The choreographer Rami Be'er has worked with the Kibbutz Contemporary Dance Company (KCDC) since 1980, creating more than 40 pieces for the troupe, and he took over artistic direction of the company from Yehudi Arnon in 1996. He kept audiences at the Palace of Arts spellbound with a hybrid of dance and performance in a piece entitled Upon Reaching the Sun.
 
 
Upon Reaching the Sun is a narrated tale of an orphan who makes his way toward the sky to look for his parents. But he finds the moon is just a piece of rotting wood and the sun a dried-out sunflower.

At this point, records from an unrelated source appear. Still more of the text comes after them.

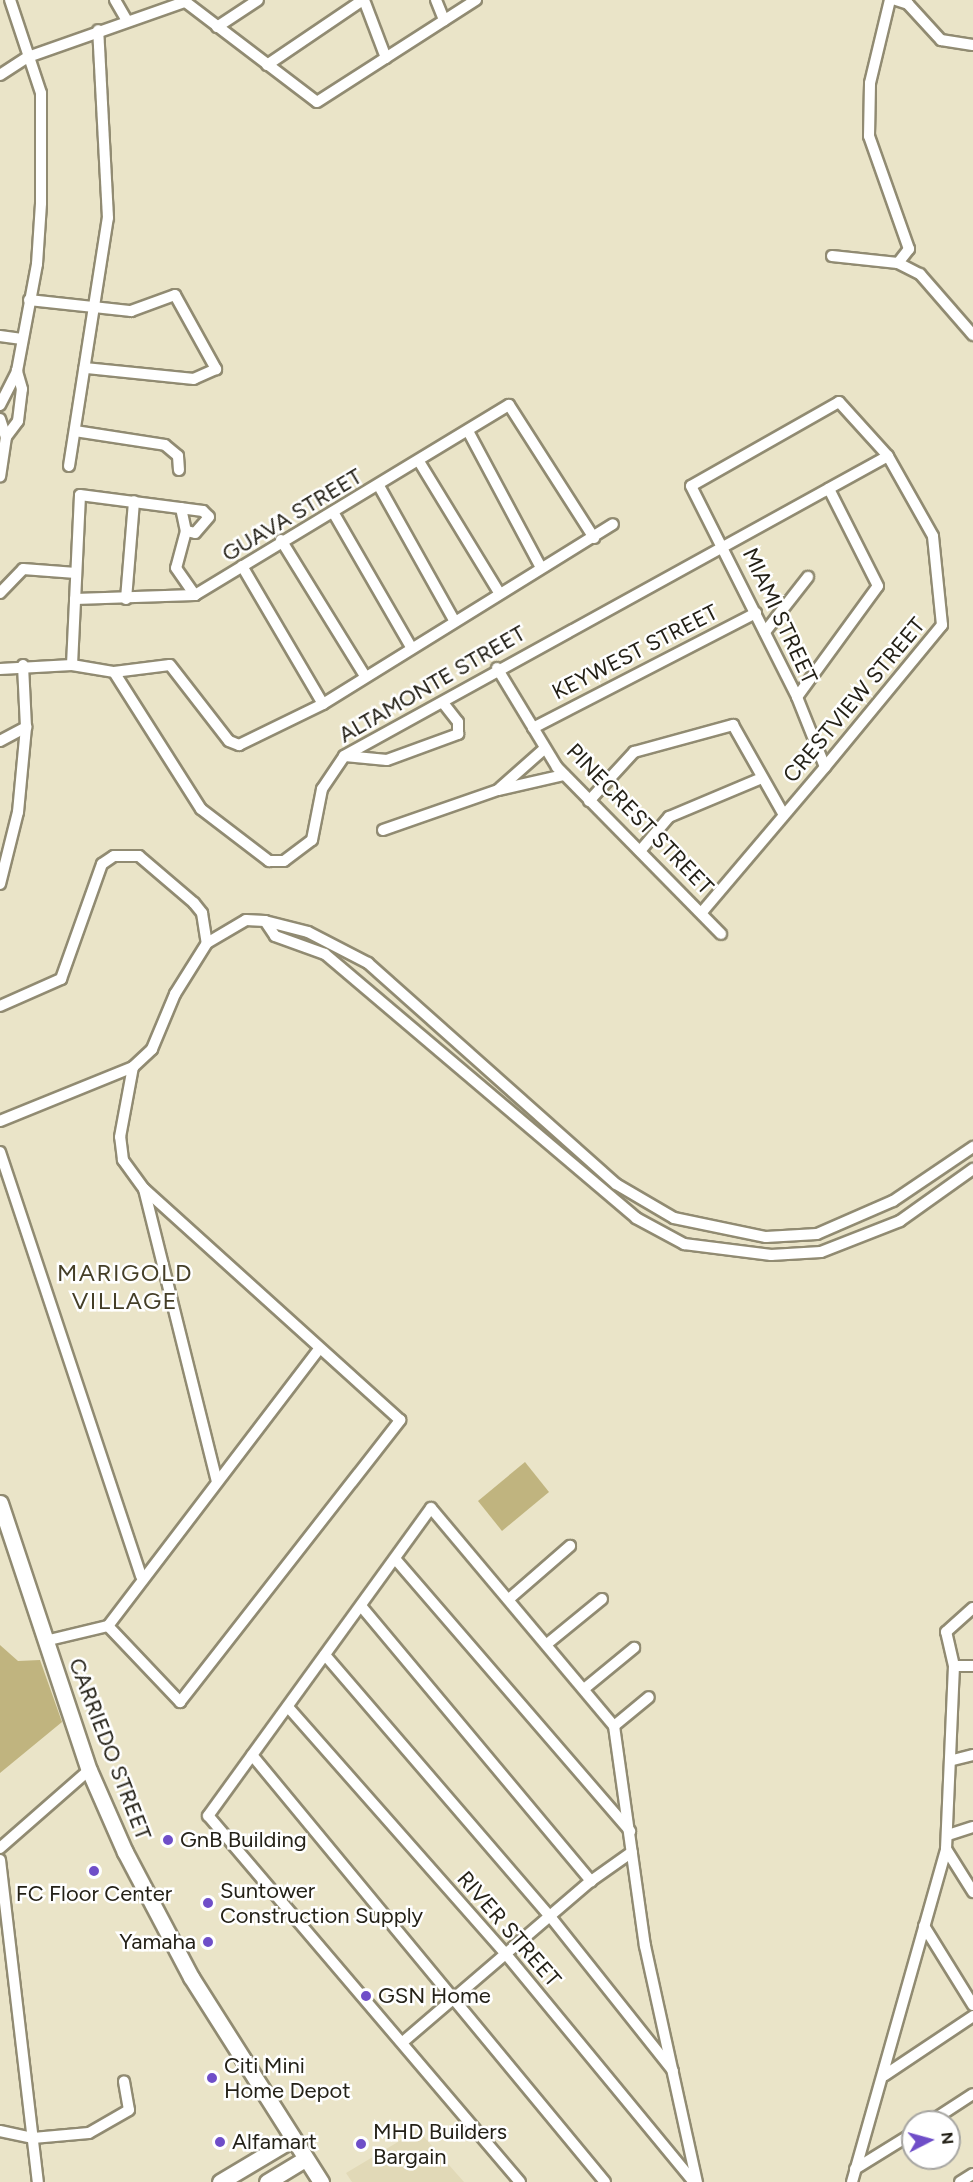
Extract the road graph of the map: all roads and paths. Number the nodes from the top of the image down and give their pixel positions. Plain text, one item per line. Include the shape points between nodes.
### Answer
1 (9, 0) edge
2 (115, 0) edge
3 (258, 0) edge
4 (363, 0) edge
5 (436, 0) edge
6 (476, 0) edge
7 (890, 0) edge
8 (896, 0) edge
9 (0, 1) edge
10 (184, 1) edge
11 (444, 20) junction
12 (127, 21) junction
13 (217, 27) junction
14 (98, 30) junction
15 (973, 45) edge
16 (28, 57) junction
17 (386, 58) junction
18 (267, 65) junction
19 (0, 75) edge
20 (832, 256) dead end
21 (898, 263) junction
22 (29, 300) junction
23 (95, 309) junction
24 (973, 334) edge
25 (0, 336) edge
26 (22, 339) junction
27 (85, 368) junction
28 (17, 371) junction
29 (0, 405) edge
30 (0, 419) edge
31 (468, 430) junction
32 (75, 431) junction
33 (6, 437) junction
34 (888, 456) junction
35 (420, 463) junction
36 (69, 466) dead end
37 (179, 470) dead end
38 (0, 477) edge
39 (379, 486) junction
40 (691, 486) joint
41 (829, 489) junction
42 (134, 501) junction
43 (181, 508) junction
44 (333, 512) junction
45 (613, 524) dead end
46 (186, 531) junction
47 (594, 538) junction
48 (281, 540) junction
49 (724, 543) junction
50 (242, 566) junction
51 (540, 566) junction
52 (76, 573) junction
53 (808, 577) dead end
54 (0, 593) edge
55 (500, 594) junction
56 (195, 595) junction
57 (75, 599) junction
58 (126, 599) junction
59 (756, 613) junction
60 (454, 620) junction
61 (765, 632) junction
62 (411, 647) junction
63 (23, 664) junction
64 (72, 665) junction
65 (497, 668) junction
66 (0, 669) edge
67 (114, 672) junction
68 (365, 676) junction
69 (797, 697) junction
70 (323, 704) junction
71 (444, 704) junction
72 (26, 728) junction
73 (533, 728) junction
74 (0, 741) edge
75 (545, 748) junction
76 (344, 756) junction
77 (825, 767) junction
78 (564, 775) junction
79 (762, 778) junction
80 (498, 790) junction
81 (589, 801) junction
82 (784, 815) junction
83 (383, 830) dead end
84 (640, 851) junction
85 (0, 884) edge
86 (703, 911) junction
87 (265, 921) junction
88 (721, 934) dead end
89 (207, 943) junction
90 (0, 1006) edge
91 (133, 1067) junction
92 (0, 1121) edge
93 (973, 1147) edge
94 (0, 1152) edge
95 (973, 1168) edge
96 (144, 1189) junction
97 (818, 1234) junction
98 (821, 1252) junction
99 (319, 1349) junction
100 (217, 1482) junction
101 (0, 1503) edge
102 (570, 1546) dead end
103 (397, 1561) junction
104 (141, 1576) junction
105 (509, 1599) junction
106 (602, 1599) dead end
107 (361, 1606) junction
108 (973, 1608) edge
109 (108, 1626) junction
110 (45, 1641) junction
111 (547, 1644) junction
112 (634, 1647) dead end
113 (326, 1655) junction
114 (954, 1666) junction
115 (973, 1666) edge
116 (584, 1689) junction
117 (649, 1697) dead end
118 (288, 1707) junction
119 (614, 1726) junction
120 (252, 1755) junction
121 (973, 1755) edge
122 (953, 1760) junction
123 (89, 1770) junction
124 (973, 1827) edge
125 (631, 1831) junction
126 (948, 1835) junction
127 (0, 1848) edge
128 (946, 1849) junction
129 (632, 1852) junction
130 (0, 1860) edge
131 (591, 1881) junction
132 (973, 1892) edge
133 (549, 1915) junction
134 (924, 1926) junction
135 (505, 1953) junction
136 (452, 2000) junction
137 (973, 2005) edge
138 (973, 2016) edge
139 (404, 2041) junction
140 (675, 2074) junction
141 (885, 2075) junction
142 (124, 2081) dead end
143 (973, 2094) edge
144 (948, 2110) edge
145 (0, 2131) edge
146 (33, 2138) junction
147 (292, 2139) junction
148 (901, 2140) edge
149 (305, 2159) junction
150 (855, 2169) junction
151 (973, 2174) edge
152 (38, 2182) edge
153 (220, 2182) edge
154 (267, 2182) edge
155 (321, 2182) edge
156 (520, 2182) edge
157 (605, 2182) edge
158 (696, 2182) edge
159 (852, 2182) edge
160 (960, 2182) edge

1 - 9 street
1 - 16 street
2 - 12 street
3 - 13 street
4 - 17 street
4 - 18 street
5 - 11 street
6 - 11 street
7 - 21 street via 870,83 868,136 885,193 907,240 909,249
8 - 15 street via 908,4 941,40
10 - 12 street
10 - 13 street
11 - 17 street
12 - 14 street
13 - 18 street
14 - 16 street
14 - 23 street via 108,218
16 - 19 street
16 - 22 street via 41,93 42,122 39,234
17 - 18 street via 317,102
20 - 21 street
21 - 24 street via 920,274
22 - 23 street
22 - 26 street
23 - 27 street
23 - 27 street via 130,311 175,295 181,298 216,372 194,379
25 - 26 street
26 - 28 street
27 - 32 street
28 - 29 street
28 - 33 street via 22,390 18,421
30 - 33 street
31 - 35 street, GUAVA STREET
31 - 47 street, GUAVA STREET via 509,405
31 - 51 street
32 - 36 street
32 - 37 street via 165,445 178,456
33 - 38 street
34 - 40 street, CRESTVIEW STREET via 839,402
34 - 41 street, ALTAMONTE STREET
34 - 77 street, CRESTVIEW STREET via 933,536 942,625
35 - 39 street, GUAVA STREET
35 - 55 street
39 - 44 street, GUAVA STREET
39 - 60 street
40 - 49 street, MIAMI STREET
41 - 49 street, ALTAMONTE STREET
41 - 69 street via 878,586
42 - 43 street
42 - 52 street via 80,495
42 - 58 street
43 - 46 street
43 - 46 street via 209,517 195,533
44 - 48 street, GUAVA STREET
44 - 62 street
45 - 47 street
46 - 56 street via 176,568
47 - 51 street
48 - 50 street, GUAVA STREET
48 - 68 street
49 - 59 street, MIAMI STREET
49 - 65 street, ALTAMONTE STREET
50 - 56 street, GUAVA STREET
50 - 70 street
51 - 55 street
52 - 54 street via 23,569
52 - 57 street
53 - 61 street
55 - 60 street
56 - 58 street, GUAVA STREET
57 - 58 street, GUAVA STREET
57 - 64 street
59 - 61 street, MIAMI STREET
59 - 73 street, KEYWEST STREET
60 - 62 street
61 - 69 street, MIAMI STREET
62 - 68 street
63 - 64 street
63 - 66 street
63 - 72 street
64 - 67 street
65 - 71 street, ALTAMONTE STREET
65 - 73 street, PINECREST STREET
67 - 70 street via 170,665 234,744 275,732
67 - 76 street, ALTAMONTE STREET via 201,809 268,861 284,861 312,840 322,789
68 - 70 street
69 - 77 street, MIAMI STREET
71 - 76 street, ALTAMONTE STREET
71 - 76 street via 458,722 458,734 387,760
72 - 74 street
72 - 85 street via 18,812
73 - 75 street, PINECREST STREET
75 - 78 street, PINECREST STREET
75 - 80 street
77 - 82 street, CRESTVIEW STREET
78 - 80 street
78 - 81 street, PINECREST STREET
79 - 81 street via 733,725 634,752
79 - 82 street
79 - 84 street via 669,817
80 - 83 street
81 - 84 street, PINECREST STREET
82 - 86 street, CRESTVIEW STREET
84 - 86 street, PINECREST STREET
86 - 88 street, PINECREST STREET
87 - 89 street via 246,920
87 - 97 street via 308,932 368,963 616,1184 674,1218 766,1237
87 - 98 street via 275,936 325,954 636,1218 684,1244 771,1255
89 - 90 street via 202,913 194,903 139,856 114,856 102,864 61,979
89 - 91 street via 175,994 152,1048
91 - 92 street
91 - 96 street via 120,1137 123,1160
93 - 97 street via 893,1201
94 - 104 street
95 - 98 street via 900,1221
96 - 99 street
96 - 100 street
97 - 98 street
99 - 100 street
99 - 109 street via 400,1420 180,1702
100 - 104 street
101 - 110 main road, CARRIEDO STREET
102 - 105 street
103 - 105 street via 431,1508
103 - 107 street
103 - 125 street
104 - 109 street
105 - 111 street
106 - 111 street
107 - 113 street
107 - 131 street
108 - 114 street via 946,1632
109 - 110 street
110 - 123 main road, CARRIEDO STREET
111 - 116 street
112 - 116 street
113 - 118 street
113 - 133 street
114 - 115 street
114 - 122 street
116 - 119 street
117 - 119 street
118 - 120 street
118 - 135 street, RIVER STREET
119 - 125 street
120 - 136 street
120 - 139 street via 208,1816
121 - 122 street
122 - 126 street
123 - 127 street
123 - 147 main road, CARRIEDO STREET via 161,1922
124 - 126 street
125 - 129 street
126 - 128 street
128 - 132 street
128 - 134 street
129 - 131 street
129 - 140 street via 645,1946
130 - 146 street
131 - 133 street
133 - 135 street
133 - 140 street
134 - 137 street
134 - 141 street
135 - 136 street
135 - 158 street, RIVER STREET
136 - 139 street
136 - 157 street
138 - 141 street
139 - 156 street
140 - 158 street
141 - 150 street
142 - 146 street via 131,2103 121,2117 78,2137
143 - 144 street
145 - 146 street
146 - 152 street
147 - 149 main road, CARRIEDO STREET
147 - 153 main road
148 - 150 street
149 - 154 main road
149 - 155 main road, CARRIEDO STREET
150 - 159 street
151 - 160 street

When he returns to Earth, it is an upturned crockpot.
 
The tale, borrowed from Büchner's Woyzeck, is repeated again and again in the performance, but each time it is the poetry and rhythm of the story, not its hopelessness, that dominates.
 
 
The framework of the fairytale reinforces the presence of several symbolic characters in the piece, among them a masked woman in a torn dress who makes her entrance with a flamingo puppet; a black, masked figure of death; and a "black widow", who arrives in a swimming suit and sunglasses.
 
 
Set designer Maor Tzabar has created a surprisingly harmonious style for the production, putting most of the dancers in simple, black, unisex dress, while creating marvelous, and sometimes humorous, fantasy costumes for the main players.
 
The piece plays out like a series of music videos, but the repeated narration and the symbolic figures hold it together as a unit.